Supondes sempre que essa diversidade de espíritos e de gênios, que distinguem
os indivíduos, seja a obra da natureza e isto não é nada menos do que evidente.
Pois, enfim, se os espíritos são diferentes eles são desiguais e, se a natureza
os tornou
desiguais, foi dotando-os a uns mais do que a outros um
pouco mais de sentido de finura, de extensão da
memória ou de capacidade de atenção. Ora, quanto aos sentidos e à memória, está
provado pela experiência que seus diversos graus de extensão e de perfeição não
são a medida do espírito dos homens e, quanto à capacidade de atenção, depende
ela unicamente da força das paixões que nos animam e já está provado que todos
os homens são, por sua natureza, suscetíveis de paixões suficientemente fortes
para dotá-los do grau de atenção ao qual está ligada a superioridade do
espírito.
Se a
diversidade dos espíritos, em lugar de vir da natureza, fosse uma consequência
da educação, isto é, das diferentes ideias, dos diferentes sentimentos
excitados em nós desde a infância pelas coisas que nos impressionam, as
circunstâncias em que nos encontramos e todas as impressões que recebemos, bem
longe de esperar para conhecer o caráter de seu espírito para educar as
crianças, seria preciso, pelo contrário, apressar-se em determinar
convenientemente esse caráter, através de uma educação própria àquele que
queremos dar-lhes.
A isso
respondeu-me que não era seu método negar o que via quando não podia
explicá-lo. Olhai, disse-me ele, esses dois cães que estão no pátio. São da
mesma ninhada, foram alimentados e tratados da mesma maneira, nunca se
separaram: contudo, um deles é vivo, alegre, afetuoso, inteligente; o outro
vagaroso, pesado, rabugento, e nunca se pôde ensinar- lhe alguma coisa. Só a
diferença entre os temperamentos produziu neles a dos caracteres, como apenas a
diferença da organização interior produz em nós a dos espíritos; o resto foi
semelhante... Semelhante? Interrompi, que diferença? Quantas pequenas coisas
agiram num e não no outro! Quantas pequenas circunstâncias os impressionaram de
forma diferente sem que o tenhais percebido! Bom, replicou, estais raciocinando
como os antropólogos. Quando se lhes obstava que dois homens nascidos sob o
mesmo aspecto tinham sortes tão diferentes, rejeitavam bem longe essa identidade.

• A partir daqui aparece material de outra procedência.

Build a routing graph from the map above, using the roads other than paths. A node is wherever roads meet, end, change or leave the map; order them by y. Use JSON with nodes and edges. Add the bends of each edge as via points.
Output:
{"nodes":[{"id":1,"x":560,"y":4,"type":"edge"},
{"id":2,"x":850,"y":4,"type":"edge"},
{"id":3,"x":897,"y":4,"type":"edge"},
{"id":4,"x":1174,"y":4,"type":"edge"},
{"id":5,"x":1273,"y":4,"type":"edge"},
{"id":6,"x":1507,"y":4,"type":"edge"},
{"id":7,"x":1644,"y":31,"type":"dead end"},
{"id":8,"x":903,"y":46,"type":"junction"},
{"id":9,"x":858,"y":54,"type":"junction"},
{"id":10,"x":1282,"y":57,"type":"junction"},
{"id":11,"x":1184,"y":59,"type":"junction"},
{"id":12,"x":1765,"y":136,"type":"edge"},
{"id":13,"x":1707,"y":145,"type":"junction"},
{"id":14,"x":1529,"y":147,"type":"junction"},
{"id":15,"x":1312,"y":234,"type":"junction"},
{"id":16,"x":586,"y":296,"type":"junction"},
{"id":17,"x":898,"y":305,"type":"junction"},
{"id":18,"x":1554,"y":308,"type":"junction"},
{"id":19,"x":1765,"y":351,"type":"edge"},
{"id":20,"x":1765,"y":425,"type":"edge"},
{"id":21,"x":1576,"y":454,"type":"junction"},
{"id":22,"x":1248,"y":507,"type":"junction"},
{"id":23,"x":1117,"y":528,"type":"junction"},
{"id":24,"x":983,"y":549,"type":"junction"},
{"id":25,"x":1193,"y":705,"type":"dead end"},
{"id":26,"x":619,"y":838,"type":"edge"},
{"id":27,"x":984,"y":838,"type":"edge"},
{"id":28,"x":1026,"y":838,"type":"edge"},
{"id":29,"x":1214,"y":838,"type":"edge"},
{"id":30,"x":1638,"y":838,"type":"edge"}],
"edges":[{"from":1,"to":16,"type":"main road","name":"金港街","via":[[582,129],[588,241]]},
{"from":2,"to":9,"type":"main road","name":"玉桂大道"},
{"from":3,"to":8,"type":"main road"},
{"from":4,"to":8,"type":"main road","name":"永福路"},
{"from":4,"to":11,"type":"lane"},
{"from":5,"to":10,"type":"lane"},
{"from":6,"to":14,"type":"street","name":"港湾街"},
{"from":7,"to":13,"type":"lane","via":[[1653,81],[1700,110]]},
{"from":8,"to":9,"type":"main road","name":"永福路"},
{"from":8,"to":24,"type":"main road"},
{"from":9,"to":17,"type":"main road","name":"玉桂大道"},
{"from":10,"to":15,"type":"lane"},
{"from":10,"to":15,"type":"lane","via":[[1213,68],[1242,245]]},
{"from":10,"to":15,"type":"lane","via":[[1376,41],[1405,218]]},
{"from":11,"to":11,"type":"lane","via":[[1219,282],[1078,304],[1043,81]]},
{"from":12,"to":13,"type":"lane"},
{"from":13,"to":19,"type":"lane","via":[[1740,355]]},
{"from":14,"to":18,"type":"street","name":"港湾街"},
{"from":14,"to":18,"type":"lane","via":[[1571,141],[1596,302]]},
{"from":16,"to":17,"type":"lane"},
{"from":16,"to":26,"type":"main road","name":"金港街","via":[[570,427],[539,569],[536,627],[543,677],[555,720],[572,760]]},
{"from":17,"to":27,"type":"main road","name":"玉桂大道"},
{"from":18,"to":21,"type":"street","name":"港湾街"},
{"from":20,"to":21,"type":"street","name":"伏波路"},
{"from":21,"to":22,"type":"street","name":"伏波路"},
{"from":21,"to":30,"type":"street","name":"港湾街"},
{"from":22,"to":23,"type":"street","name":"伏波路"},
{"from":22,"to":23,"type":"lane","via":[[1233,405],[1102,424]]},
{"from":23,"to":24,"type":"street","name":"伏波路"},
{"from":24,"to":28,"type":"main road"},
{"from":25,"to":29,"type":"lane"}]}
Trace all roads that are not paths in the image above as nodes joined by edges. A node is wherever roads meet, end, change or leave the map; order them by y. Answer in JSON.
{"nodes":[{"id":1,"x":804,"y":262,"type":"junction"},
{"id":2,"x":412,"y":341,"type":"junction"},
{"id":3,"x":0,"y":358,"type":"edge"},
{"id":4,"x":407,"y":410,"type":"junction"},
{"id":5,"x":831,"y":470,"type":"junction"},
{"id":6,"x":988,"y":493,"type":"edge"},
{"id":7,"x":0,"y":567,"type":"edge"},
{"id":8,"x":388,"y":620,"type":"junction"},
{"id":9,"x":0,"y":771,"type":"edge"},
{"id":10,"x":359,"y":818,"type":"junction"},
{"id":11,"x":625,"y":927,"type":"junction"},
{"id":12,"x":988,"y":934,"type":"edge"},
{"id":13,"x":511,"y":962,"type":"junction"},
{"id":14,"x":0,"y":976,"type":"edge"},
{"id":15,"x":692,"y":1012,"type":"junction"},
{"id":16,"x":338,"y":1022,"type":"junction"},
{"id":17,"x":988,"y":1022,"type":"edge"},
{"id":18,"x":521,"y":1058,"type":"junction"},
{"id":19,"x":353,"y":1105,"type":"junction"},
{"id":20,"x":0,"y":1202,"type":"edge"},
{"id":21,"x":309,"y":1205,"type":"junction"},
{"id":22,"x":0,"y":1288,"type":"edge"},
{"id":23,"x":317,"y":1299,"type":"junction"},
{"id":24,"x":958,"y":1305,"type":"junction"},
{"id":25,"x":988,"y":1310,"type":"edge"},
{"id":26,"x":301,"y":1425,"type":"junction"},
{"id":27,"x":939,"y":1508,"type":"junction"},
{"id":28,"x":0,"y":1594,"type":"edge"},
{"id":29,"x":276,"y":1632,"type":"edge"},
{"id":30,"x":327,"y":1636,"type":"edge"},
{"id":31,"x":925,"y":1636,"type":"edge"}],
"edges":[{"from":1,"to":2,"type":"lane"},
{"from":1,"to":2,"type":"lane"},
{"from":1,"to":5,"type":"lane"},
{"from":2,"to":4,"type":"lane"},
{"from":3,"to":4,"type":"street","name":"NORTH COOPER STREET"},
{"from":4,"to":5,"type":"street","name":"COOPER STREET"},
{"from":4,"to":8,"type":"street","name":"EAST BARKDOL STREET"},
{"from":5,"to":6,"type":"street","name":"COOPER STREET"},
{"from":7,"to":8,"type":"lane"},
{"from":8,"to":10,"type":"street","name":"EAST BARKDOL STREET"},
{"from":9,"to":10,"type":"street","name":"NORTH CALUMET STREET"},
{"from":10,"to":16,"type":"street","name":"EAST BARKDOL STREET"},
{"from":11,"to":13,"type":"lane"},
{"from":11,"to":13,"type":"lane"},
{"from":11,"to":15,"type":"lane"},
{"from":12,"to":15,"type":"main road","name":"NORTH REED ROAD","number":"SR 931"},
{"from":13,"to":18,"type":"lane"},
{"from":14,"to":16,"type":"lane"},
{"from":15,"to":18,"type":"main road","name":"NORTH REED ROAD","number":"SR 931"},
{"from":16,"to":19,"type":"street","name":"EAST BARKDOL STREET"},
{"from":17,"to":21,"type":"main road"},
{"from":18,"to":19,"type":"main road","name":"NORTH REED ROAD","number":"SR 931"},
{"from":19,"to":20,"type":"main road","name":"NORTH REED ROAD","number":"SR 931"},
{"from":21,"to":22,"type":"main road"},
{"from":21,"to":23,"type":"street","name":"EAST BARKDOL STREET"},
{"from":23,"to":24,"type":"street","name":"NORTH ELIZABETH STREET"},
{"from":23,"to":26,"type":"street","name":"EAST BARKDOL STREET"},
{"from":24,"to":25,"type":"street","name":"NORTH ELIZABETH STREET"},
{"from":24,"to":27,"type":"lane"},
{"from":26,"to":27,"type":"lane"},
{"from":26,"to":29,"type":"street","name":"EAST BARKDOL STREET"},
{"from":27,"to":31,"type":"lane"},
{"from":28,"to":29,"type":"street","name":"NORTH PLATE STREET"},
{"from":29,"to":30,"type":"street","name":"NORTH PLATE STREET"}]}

Afirmavam que, dada a rapidez dos céus, havia uma distância imensa entre o tema
de um desses homens e o do outro e que, se tivesse sido possível marcar os dois
instantes exatos de seus nascimentos, a objeção ter-se-ia tornado prova.
Abandonemos,
peço-vos, todas essas sutilezas e permaneçamos na observação. Ela nos ensina
que há caracteres que se manifestam quase ao nascer e crianças que podem ser
estudadas no seio de sua ama. Aqueles formam uma classe à parte e são educados
ao começar a viver. Mas, quanto aos outros, que se desenvolvem menos
rapidamente, querer fechar seu espírito antes de conhecê-lo significa expor-se
a estragar o bem que a natureza fez e fazer em seu lugar um mal maior. Platão,
vosso mestre, não afirmava que todo o saber humano, toda a filosofia apenas
podia extrair de uma alma humana o que a natureza nela pusera, assim como as
operações químicas só extraíram de algum composto a quantidade de ouro que ele
já continha? Isso não é
verdade nem no que diz respeito a nossos sentimentos nem a nossas ideias, mas é
verdade no que diz respeito a nossas disposições em adquiri-los. Para
transformar um espírito seria preciso transformar a organização interior, para
transformar um caráter seria preciso transformar o temperamento de que depende.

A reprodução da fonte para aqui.